Supplied data:
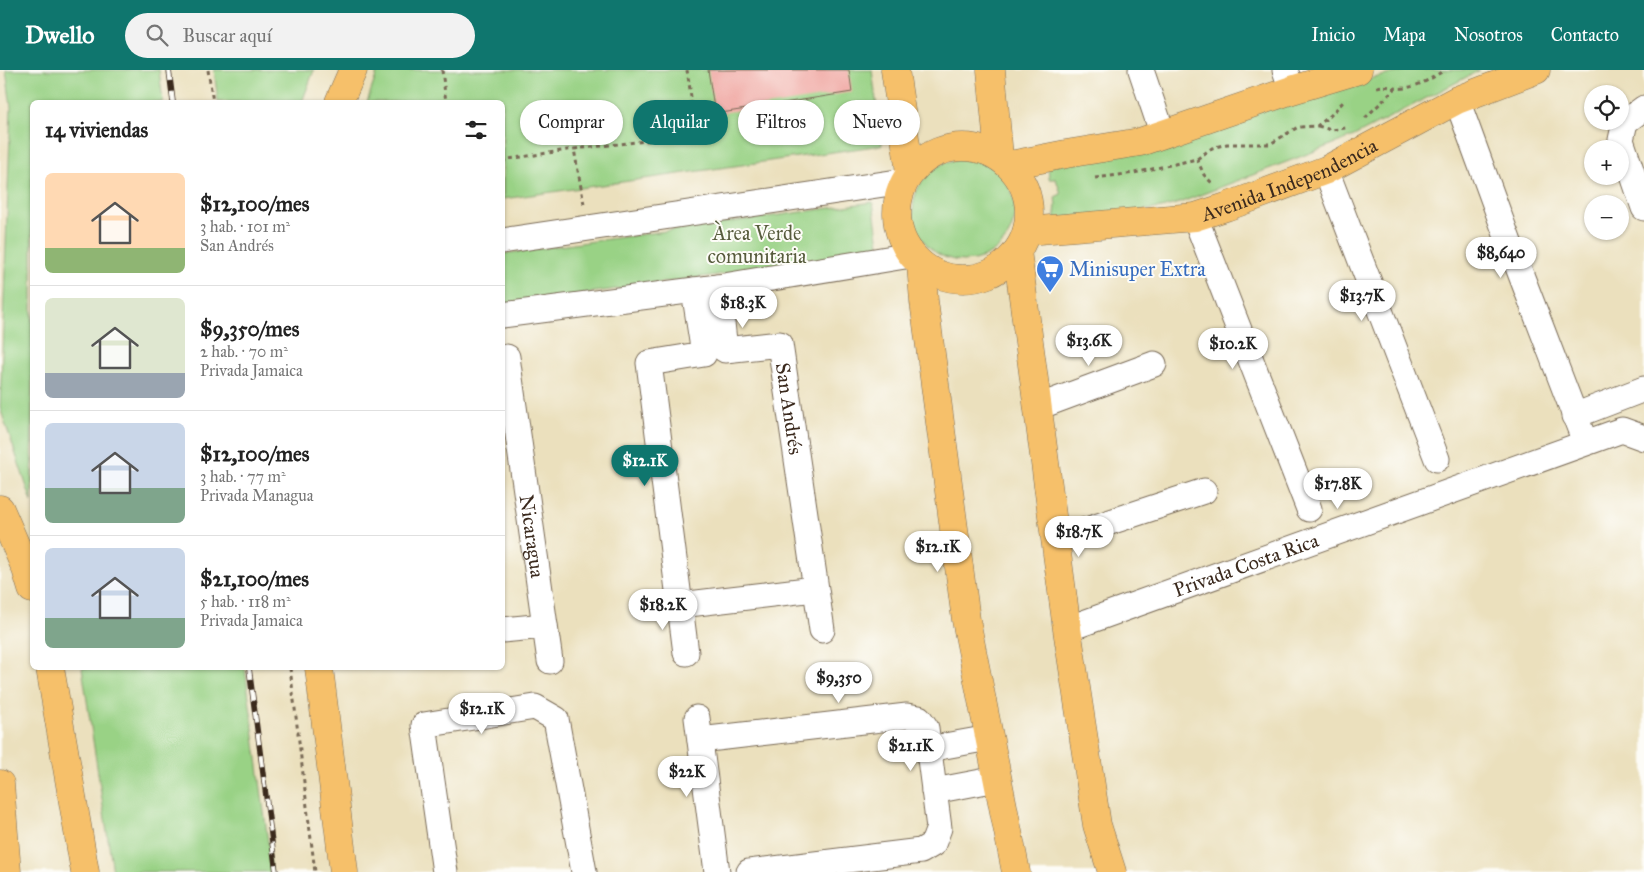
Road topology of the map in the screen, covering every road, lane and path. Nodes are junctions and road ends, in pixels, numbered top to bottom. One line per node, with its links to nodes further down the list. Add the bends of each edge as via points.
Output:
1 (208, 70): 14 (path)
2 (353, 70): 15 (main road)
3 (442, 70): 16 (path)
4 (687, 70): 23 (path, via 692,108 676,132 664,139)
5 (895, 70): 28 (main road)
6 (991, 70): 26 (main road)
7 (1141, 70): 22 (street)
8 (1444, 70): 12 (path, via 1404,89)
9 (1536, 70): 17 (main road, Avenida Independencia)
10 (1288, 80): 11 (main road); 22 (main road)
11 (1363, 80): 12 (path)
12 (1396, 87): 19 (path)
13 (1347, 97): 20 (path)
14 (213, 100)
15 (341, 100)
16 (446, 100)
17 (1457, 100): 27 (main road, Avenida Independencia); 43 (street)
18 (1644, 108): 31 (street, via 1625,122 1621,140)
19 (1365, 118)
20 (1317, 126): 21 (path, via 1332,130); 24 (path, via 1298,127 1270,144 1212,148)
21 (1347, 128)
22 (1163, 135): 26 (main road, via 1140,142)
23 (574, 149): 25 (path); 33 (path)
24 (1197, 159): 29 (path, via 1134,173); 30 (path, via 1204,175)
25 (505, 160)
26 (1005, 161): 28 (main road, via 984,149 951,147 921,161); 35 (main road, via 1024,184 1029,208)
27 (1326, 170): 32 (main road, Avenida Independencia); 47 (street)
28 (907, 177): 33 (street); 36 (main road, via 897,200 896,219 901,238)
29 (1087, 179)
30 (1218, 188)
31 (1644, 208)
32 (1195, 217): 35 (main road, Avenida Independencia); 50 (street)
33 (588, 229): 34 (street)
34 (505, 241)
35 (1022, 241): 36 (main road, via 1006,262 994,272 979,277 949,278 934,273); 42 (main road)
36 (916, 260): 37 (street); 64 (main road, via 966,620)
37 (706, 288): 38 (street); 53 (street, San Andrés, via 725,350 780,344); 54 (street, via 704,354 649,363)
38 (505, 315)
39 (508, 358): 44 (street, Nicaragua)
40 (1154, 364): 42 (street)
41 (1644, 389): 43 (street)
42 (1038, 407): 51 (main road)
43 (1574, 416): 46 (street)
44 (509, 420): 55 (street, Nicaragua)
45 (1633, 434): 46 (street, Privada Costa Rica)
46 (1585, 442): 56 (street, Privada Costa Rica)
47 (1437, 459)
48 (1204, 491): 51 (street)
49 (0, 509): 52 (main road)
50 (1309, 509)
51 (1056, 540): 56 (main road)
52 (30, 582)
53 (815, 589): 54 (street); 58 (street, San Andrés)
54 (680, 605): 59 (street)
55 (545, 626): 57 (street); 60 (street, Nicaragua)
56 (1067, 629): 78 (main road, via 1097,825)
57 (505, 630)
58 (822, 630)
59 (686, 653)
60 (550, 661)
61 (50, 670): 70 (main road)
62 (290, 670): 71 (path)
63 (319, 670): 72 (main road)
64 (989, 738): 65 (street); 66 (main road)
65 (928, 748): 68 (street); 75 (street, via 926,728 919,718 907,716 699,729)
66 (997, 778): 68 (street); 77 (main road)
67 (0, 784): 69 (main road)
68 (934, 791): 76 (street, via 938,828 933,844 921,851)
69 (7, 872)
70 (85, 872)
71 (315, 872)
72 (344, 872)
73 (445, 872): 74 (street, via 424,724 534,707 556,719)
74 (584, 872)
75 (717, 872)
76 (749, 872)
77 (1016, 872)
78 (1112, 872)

...

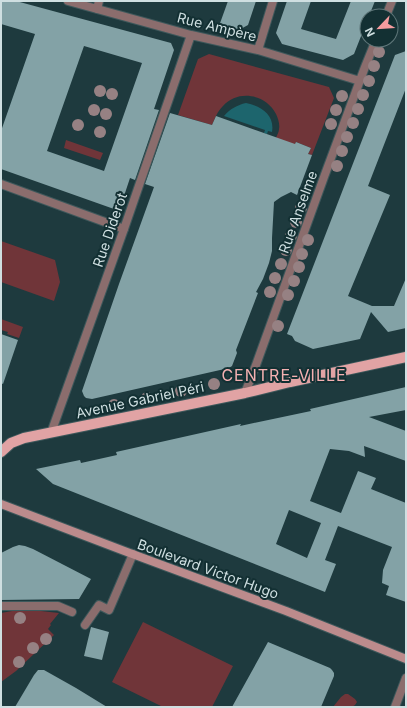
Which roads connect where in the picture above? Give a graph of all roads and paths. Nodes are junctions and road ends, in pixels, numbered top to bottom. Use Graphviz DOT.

Task statement: Find the lines above that include the string "bottom" and copy them.

Response box:
Road topology of the map in the screen, covering every road, lane and path. Nodes are junctions and road ends, in pixels, numbered top to bottom. One line per node, with its links to nodes further down the list. Add the bends of each edge as via points.
Which roads connect where in the picture above? Give a graph of all roads and paths. Nodes are junctions and road ends, in pixels, numbered top to bottom. Use Graphviz DOT.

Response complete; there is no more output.